- _Instructions to follow_:
Print each record exactly, with no word added or removed.

- _Provided data_:
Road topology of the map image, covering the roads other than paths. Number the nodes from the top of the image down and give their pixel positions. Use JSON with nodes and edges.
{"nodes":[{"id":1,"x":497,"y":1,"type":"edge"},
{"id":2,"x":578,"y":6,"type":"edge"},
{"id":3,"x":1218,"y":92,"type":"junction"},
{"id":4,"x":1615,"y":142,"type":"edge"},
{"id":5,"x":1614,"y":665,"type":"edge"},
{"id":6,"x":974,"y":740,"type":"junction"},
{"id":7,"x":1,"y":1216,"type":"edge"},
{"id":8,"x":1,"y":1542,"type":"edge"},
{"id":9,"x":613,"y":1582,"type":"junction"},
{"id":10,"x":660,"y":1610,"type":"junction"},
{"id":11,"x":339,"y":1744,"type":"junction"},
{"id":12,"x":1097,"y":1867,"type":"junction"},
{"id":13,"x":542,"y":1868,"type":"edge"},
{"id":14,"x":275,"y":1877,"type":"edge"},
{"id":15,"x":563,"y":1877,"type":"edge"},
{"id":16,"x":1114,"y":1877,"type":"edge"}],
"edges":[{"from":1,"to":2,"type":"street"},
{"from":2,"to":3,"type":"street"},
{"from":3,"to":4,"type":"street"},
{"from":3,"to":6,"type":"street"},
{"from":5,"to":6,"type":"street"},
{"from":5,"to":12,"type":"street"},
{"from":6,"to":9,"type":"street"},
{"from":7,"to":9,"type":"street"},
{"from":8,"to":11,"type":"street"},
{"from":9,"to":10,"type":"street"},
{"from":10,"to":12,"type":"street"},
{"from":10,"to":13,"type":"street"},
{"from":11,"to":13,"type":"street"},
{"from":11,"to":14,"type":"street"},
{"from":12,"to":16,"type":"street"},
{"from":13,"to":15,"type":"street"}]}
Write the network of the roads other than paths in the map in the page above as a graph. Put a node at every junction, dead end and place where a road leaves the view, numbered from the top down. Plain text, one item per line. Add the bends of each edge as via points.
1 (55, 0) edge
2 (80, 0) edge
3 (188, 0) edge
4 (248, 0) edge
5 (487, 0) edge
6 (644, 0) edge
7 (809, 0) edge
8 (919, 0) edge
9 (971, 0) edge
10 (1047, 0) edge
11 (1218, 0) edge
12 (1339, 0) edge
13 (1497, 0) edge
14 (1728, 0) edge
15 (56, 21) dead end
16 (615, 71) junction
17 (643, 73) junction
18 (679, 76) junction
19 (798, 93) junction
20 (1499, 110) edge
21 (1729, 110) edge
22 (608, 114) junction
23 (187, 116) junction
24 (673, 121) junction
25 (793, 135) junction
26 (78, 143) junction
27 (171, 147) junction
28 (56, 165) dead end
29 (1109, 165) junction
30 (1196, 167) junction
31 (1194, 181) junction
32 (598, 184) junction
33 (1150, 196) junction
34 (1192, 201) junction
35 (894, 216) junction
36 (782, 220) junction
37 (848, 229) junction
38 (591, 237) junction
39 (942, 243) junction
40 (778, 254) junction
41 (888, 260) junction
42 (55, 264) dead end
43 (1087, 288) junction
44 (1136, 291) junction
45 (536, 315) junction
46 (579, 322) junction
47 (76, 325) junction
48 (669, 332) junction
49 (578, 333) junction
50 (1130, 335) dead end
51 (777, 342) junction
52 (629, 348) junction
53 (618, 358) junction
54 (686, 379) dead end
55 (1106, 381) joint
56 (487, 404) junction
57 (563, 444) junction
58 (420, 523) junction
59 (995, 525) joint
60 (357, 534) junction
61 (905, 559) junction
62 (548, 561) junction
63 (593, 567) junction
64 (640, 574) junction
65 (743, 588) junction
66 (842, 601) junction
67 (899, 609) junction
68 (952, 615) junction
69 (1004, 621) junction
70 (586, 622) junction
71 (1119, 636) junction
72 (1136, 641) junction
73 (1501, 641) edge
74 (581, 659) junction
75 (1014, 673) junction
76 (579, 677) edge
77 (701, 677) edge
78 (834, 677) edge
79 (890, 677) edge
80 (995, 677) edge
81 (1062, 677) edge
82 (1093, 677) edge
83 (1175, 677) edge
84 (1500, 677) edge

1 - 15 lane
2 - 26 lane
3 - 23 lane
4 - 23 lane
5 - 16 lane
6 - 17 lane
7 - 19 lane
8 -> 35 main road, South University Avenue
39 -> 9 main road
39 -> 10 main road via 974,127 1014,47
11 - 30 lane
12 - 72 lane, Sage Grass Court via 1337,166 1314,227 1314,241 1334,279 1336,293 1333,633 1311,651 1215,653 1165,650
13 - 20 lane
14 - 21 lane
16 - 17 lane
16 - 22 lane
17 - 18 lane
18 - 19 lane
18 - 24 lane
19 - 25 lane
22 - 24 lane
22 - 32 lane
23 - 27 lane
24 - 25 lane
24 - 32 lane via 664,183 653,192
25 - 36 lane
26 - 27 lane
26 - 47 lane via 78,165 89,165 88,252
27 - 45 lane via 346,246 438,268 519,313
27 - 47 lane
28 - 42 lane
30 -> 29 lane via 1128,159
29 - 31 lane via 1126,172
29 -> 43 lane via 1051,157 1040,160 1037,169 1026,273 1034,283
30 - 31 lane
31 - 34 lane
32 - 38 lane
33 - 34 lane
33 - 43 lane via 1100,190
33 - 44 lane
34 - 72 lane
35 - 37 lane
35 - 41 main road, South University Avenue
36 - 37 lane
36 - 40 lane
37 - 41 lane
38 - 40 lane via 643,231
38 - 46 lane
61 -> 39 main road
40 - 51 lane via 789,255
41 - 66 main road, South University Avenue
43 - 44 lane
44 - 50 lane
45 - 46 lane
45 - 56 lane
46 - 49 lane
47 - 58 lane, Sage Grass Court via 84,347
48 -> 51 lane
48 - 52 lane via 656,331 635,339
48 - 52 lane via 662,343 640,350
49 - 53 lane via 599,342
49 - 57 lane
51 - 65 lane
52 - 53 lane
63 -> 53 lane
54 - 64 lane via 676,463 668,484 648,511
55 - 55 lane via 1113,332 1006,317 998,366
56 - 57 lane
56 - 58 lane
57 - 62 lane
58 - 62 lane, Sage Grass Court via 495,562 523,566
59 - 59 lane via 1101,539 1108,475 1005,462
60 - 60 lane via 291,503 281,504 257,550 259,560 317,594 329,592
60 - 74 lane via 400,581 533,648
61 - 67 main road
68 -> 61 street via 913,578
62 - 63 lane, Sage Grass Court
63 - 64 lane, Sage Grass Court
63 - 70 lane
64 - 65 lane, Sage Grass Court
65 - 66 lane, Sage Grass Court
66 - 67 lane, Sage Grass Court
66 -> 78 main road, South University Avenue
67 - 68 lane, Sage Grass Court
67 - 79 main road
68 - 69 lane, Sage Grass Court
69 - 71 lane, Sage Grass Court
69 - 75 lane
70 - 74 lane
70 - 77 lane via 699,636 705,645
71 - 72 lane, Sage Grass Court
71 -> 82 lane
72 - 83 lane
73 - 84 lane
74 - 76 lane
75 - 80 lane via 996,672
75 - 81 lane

- _Answer to this exercise_:
Road topology of the map image, covering the roads other than paths. Number the nodes from the top of the image down and give their pixel positions. Use JSON with nodes and edges.
{"nodes":[{"id":1,"x":497,"y":1,"type":"edge"},
{"id":2,"x":578,"y":6,"type":"edge"},
{"id":3,"x":1218,"y":92,"type":"junction"},
{"id":4,"x":1615,"y":142,"type":"edge"},
{"id":5,"x":1614,"y":665,"type":"edge"},
{"id":6,"x":974,"y":740,"type":"junction"},
{"id":7,"x":1,"y":1216,"type":"edge"},
{"id":8,"x":1,"y":1542,"type":"edge"},
{"id":9,"x":613,"y":1582,"type":"junction"},
{"id":10,"x":660,"y":1610,"type":"junction"},
{"id":11,"x":339,"y":1744,"type":"junction"},
{"id":12,"x":1097,"y":1867,"type":"junction"},
{"id":13,"x":542,"y":1868,"type":"edge"},
{"id":14,"x":275,"y":1877,"type":"edge"},
{"id":15,"x":563,"y":1877,"type":"edge"},
{"id":16,"x":1114,"y":1877,"type":"edge"}],
"edges":[{"from":1,"to":2,"type":"street"},
{"from":2,"to":3,"type":"street"},
{"from":3,"to":4,"type":"street"},
{"from":3,"to":6,"type":"street"},
{"from":5,"to":6,"type":"street"},
{"from":5,"to":12,"type":"street"},
{"from":6,"to":9,"type":"street"},
{"from":7,"to":9,"type":"street"},
{"from":8,"to":11,"type":"street"},
{"from":9,"to":10,"type":"street"},
{"from":10,"to":12,"type":"street"},
{"from":10,"to":13,"type":"street"},
{"from":11,"to":13,"type":"street"},
{"from":11,"to":14,"type":"street"},
{"from":12,"to":16,"type":"street"},
{"from":13,"to":15,"type":"street"}]}
Write the network of the roads other than paths in the map in the page above as a graph. Put a node at every junction, dead end and place where a road leaves the view, numbered from the top down. Plain text, one item per line. Add the bends of each edge as via points.
1 (55, 0) edge
2 (80, 0) edge
3 (188, 0) edge
4 (248, 0) edge
5 (487, 0) edge
6 (644, 0) edge
7 (809, 0) edge
8 (919, 0) edge
9 (971, 0) edge
10 (1047, 0) edge
11 (1218, 0) edge
12 (1339, 0) edge
13 (1497, 0) edge
14 (1728, 0) edge
15 (56, 21) dead end
16 (615, 71) junction
17 (643, 73) junction
18 (679, 76) junction
19 (798, 93) junction
20 (1499, 110) edge
21 (1729, 110) edge
22 (608, 114) junction
23 (187, 116) junction
24 (673, 121) junction
25 (793, 135) junction
26 (78, 143) junction
27 (171, 147) junction
28 (56, 165) dead end
29 (1109, 165) junction
30 (1196, 167) junction
31 (1194, 181) junction
32 (598, 184) junction
33 (1150, 196) junction
34 (1192, 201) junction
35 (894, 216) junction
36 (782, 220) junction
37 (848, 229) junction
38 (591, 237) junction
39 (942, 243) junction
40 (778, 254) junction
41 (888, 260) junction
42 (55, 264) dead end
43 (1087, 288) junction
44 (1136, 291) junction
45 (536, 315) junction
46 (579, 322) junction
47 (76, 325) junction
48 (669, 332) junction
49 (578, 333) junction
50 (1130, 335) dead end
51 (777, 342) junction
52 (629, 348) junction
53 (618, 358) junction
54 (686, 379) dead end
55 (1106, 381) joint
56 (487, 404) junction
57 (563, 444) junction
58 (420, 523) junction
59 (995, 525) joint
60 (357, 534) junction
61 (905, 559) junction
62 (548, 561) junction
63 (593, 567) junction
64 (640, 574) junction
65 (743, 588) junction
66 (842, 601) junction
67 (899, 609) junction
68 (952, 615) junction
69 (1004, 621) junction
70 (586, 622) junction
71 (1119, 636) junction
72 (1136, 641) junction
73 (1501, 641) edge
74 (581, 659) junction
75 (1014, 673) junction
76 (579, 677) edge
77 (701, 677) edge
78 (834, 677) edge
79 (890, 677) edge
80 (995, 677) edge
81 (1062, 677) edge
82 (1093, 677) edge
83 (1175, 677) edge
84 (1500, 677) edge

1 - 15 lane
2 - 26 lane
3 - 23 lane
4 - 23 lane
5 - 16 lane
6 - 17 lane
7 - 19 lane
8 -> 35 main road, South University Avenue
39 -> 9 main road
39 -> 10 main road via 974,127 1014,47
11 - 30 lane
12 - 72 lane, Sage Grass Court via 1337,166 1314,227 1314,241 1334,279 1336,293 1333,633 1311,651 1215,653 1165,650
13 - 20 lane
14 - 21 lane
16 - 17 lane
16 - 22 lane
17 - 18 lane
18 - 19 lane
18 - 24 lane
19 - 25 lane
22 - 24 lane
22 - 32 lane
23 - 27 lane
24 - 25 lane
24 - 32 lane via 664,183 653,192
25 - 36 lane
26 - 27 lane
26 - 47 lane via 78,165 89,165 88,252
27 - 45 lane via 346,246 438,268 519,313
27 - 47 lane
28 - 42 lane
30 -> 29 lane via 1128,159
29 - 31 lane via 1126,172
29 -> 43 lane via 1051,157 1040,160 1037,169 1026,273 1034,283
30 - 31 lane
31 - 34 lane
32 - 38 lane
33 - 34 lane
33 - 43 lane via 1100,190
33 - 44 lane
34 - 72 lane
35 - 37 lane
35 - 41 main road, South University Avenue
36 - 37 lane
36 - 40 lane
37 - 41 lane
38 - 40 lane via 643,231
38 - 46 lane
61 -> 39 main road
40 - 51 lane via 789,255
41 - 66 main road, South University Avenue
43 - 44 lane
44 - 50 lane
45 - 46 lane
45 - 56 lane
46 - 49 lane
47 - 58 lane, Sage Grass Court via 84,347
48 -> 51 lane
48 - 52 lane via 656,331 635,339
48 - 52 lane via 662,343 640,350
49 - 53 lane via 599,342
49 - 57 lane
51 - 65 lane
52 - 53 lane
63 -> 53 lane
54 - 64 lane via 676,463 668,484 648,511
55 - 55 lane via 1113,332 1006,317 998,366
56 - 57 lane
56 - 58 lane
57 - 62 lane
58 - 62 lane, Sage Grass Court via 495,562 523,566
59 - 59 lane via 1101,539 1108,475 1005,462
60 - 60 lane via 291,503 281,504 257,550 259,560 317,594 329,592
60 - 74 lane via 400,581 533,648
61 - 67 main road
68 -> 61 street via 913,578
62 - 63 lane, Sage Grass Court
63 - 64 lane, Sage Grass Court
63 - 70 lane
64 - 65 lane, Sage Grass Court
65 - 66 lane, Sage Grass Court
66 - 67 lane, Sage Grass Court
66 -> 78 main road, South University Avenue
67 - 68 lane, Sage Grass Court
67 - 79 main road
68 - 69 lane, Sage Grass Court
69 - 71 lane, Sage Grass Court
69 - 75 lane
70 - 74 lane
70 - 77 lane via 699,636 705,645
71 - 72 lane, Sage Grass Court
71 -> 82 lane
72 - 83 lane
73 - 84 lane
74 - 76 lane
75 - 80 lane via 996,672
75 - 81 lane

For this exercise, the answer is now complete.